(SUPPLIED MATERIAL begins)
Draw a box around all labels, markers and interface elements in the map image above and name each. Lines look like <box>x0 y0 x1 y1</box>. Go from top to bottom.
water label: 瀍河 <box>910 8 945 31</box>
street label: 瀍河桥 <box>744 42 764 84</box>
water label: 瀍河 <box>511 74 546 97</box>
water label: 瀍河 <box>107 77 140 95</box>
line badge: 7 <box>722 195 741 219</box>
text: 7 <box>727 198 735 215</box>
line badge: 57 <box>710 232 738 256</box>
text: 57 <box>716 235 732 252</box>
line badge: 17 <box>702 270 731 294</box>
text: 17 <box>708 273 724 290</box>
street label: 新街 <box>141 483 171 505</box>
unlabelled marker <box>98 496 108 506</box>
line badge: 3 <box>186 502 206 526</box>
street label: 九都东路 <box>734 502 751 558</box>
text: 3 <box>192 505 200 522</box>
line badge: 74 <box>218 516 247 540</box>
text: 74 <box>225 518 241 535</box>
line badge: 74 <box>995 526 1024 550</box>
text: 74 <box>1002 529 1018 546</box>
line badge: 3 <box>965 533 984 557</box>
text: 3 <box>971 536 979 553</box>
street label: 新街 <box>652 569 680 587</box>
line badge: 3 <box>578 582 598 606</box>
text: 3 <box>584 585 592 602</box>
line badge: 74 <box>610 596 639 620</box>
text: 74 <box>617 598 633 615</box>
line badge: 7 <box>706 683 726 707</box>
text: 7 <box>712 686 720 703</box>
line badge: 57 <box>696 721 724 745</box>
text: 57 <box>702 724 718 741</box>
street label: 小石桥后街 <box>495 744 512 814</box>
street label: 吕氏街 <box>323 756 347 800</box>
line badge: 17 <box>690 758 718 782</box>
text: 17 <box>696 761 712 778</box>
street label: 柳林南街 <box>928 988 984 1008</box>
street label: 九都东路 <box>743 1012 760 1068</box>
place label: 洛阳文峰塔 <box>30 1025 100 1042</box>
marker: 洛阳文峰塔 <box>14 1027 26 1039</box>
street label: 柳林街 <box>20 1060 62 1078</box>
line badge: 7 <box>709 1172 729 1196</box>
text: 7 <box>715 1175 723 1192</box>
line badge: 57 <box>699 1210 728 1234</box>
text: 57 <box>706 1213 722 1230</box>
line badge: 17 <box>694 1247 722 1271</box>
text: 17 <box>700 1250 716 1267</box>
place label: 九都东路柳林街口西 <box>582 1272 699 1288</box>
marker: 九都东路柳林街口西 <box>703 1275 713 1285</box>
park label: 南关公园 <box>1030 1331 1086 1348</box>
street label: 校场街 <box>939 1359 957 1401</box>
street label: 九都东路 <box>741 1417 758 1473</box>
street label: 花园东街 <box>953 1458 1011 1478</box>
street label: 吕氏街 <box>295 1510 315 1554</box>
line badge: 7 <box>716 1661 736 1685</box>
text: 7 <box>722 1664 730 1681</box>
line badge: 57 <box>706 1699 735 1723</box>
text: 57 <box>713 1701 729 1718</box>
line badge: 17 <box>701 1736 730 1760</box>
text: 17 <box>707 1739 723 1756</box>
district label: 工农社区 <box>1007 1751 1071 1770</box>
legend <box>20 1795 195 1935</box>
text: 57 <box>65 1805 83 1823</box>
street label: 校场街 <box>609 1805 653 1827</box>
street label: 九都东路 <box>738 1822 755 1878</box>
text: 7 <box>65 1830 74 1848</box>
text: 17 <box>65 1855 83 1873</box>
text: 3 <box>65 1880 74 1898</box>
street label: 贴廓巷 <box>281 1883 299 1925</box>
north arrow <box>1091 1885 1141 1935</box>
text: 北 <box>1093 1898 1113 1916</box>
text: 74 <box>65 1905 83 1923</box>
(SUPPLIED MATERIAL ends)
_WORK ITEM_
Every record above is to be copied out exactly.

_EXERCISE RESULT_
Draw a box around all labels, markers and interface elements in the map image above and name each. Lines look like <box>x0 y0 x1 y1</box>. Go from top to bottom.
water label: 瀍河 <box>910 8 945 31</box>
street label: 瀍河桥 <box>744 42 764 84</box>
water label: 瀍河 <box>511 74 546 97</box>
water label: 瀍河 <box>107 77 140 95</box>
line badge: 7 <box>722 195 741 219</box>
text: 7 <box>727 198 735 215</box>
line badge: 57 <box>710 232 738 256</box>
text: 57 <box>716 235 732 252</box>
line badge: 17 <box>702 270 731 294</box>
text: 17 <box>708 273 724 290</box>
street label: 新街 <box>141 483 171 505</box>
unlabelled marker <box>98 496 108 506</box>
line badge: 3 <box>186 502 206 526</box>
street label: 九都东路 <box>734 502 751 558</box>
text: 3 <box>192 505 200 522</box>
line badge: 74 <box>218 516 247 540</box>
text: 74 <box>225 518 241 535</box>
line badge: 74 <box>995 526 1024 550</box>
text: 74 <box>1002 529 1018 546</box>
line badge: 3 <box>965 533 984 557</box>
text: 3 <box>971 536 979 553</box>
street label: 新街 <box>652 569 680 587</box>
line badge: 3 <box>578 582 598 606</box>
text: 3 <box>584 585 592 602</box>
line badge: 74 <box>610 596 639 620</box>
text: 74 <box>617 598 633 615</box>
line badge: 7 <box>706 683 726 707</box>
text: 7 <box>712 686 720 703</box>
line badge: 57 <box>696 721 724 745</box>
text: 57 <box>702 724 718 741</box>
street label: 小石桥后街 <box>495 744 512 814</box>
street label: 吕氏街 <box>323 756 347 800</box>
line badge: 17 <box>690 758 718 782</box>
text: 17 <box>696 761 712 778</box>
street label: 柳林南街 <box>928 988 984 1008</box>
street label: 九都东路 <box>743 1012 760 1068</box>
place label: 洛阳文峰塔 <box>30 1025 100 1042</box>
marker: 洛阳文峰塔 <box>14 1027 26 1039</box>
street label: 柳林街 <box>20 1060 62 1078</box>
line badge: 7 <box>709 1172 729 1196</box>
text: 7 <box>715 1175 723 1192</box>
line badge: 57 <box>699 1210 728 1234</box>
text: 57 <box>706 1213 722 1230</box>
line badge: 17 <box>694 1247 722 1271</box>
text: 17 <box>700 1250 716 1267</box>
place label: 九都东路柳林街口西 <box>582 1272 699 1288</box>
marker: 九都东路柳林街口西 <box>703 1275 713 1285</box>
park label: 南关公园 <box>1030 1331 1086 1348</box>
street label: 校场街 <box>939 1359 957 1401</box>
street label: 九都东路 <box>741 1417 758 1473</box>
street label: 花园东街 <box>953 1458 1011 1478</box>
street label: 吕氏街 <box>295 1510 315 1554</box>
line badge: 7 <box>716 1661 736 1685</box>
text: 7 <box>722 1664 730 1681</box>
line badge: 57 <box>706 1699 735 1723</box>
text: 57 <box>713 1701 729 1718</box>
line badge: 17 <box>701 1736 730 1760</box>
text: 17 <box>707 1739 723 1756</box>
district label: 工农社区 <box>1007 1751 1071 1770</box>
legend <box>20 1795 195 1935</box>
text: 57 <box>65 1805 83 1823</box>
street label: 校场街 <box>609 1805 653 1827</box>
street label: 九都东路 <box>738 1822 755 1878</box>
text: 7 <box>65 1830 74 1848</box>
text: 17 <box>65 1855 83 1873</box>
text: 3 <box>65 1880 74 1898</box>
street label: 贴廓巷 <box>281 1883 299 1925</box>
north arrow <box>1091 1885 1141 1935</box>
text: 北 <box>1093 1898 1113 1916</box>
text: 74 <box>65 1905 83 1923</box>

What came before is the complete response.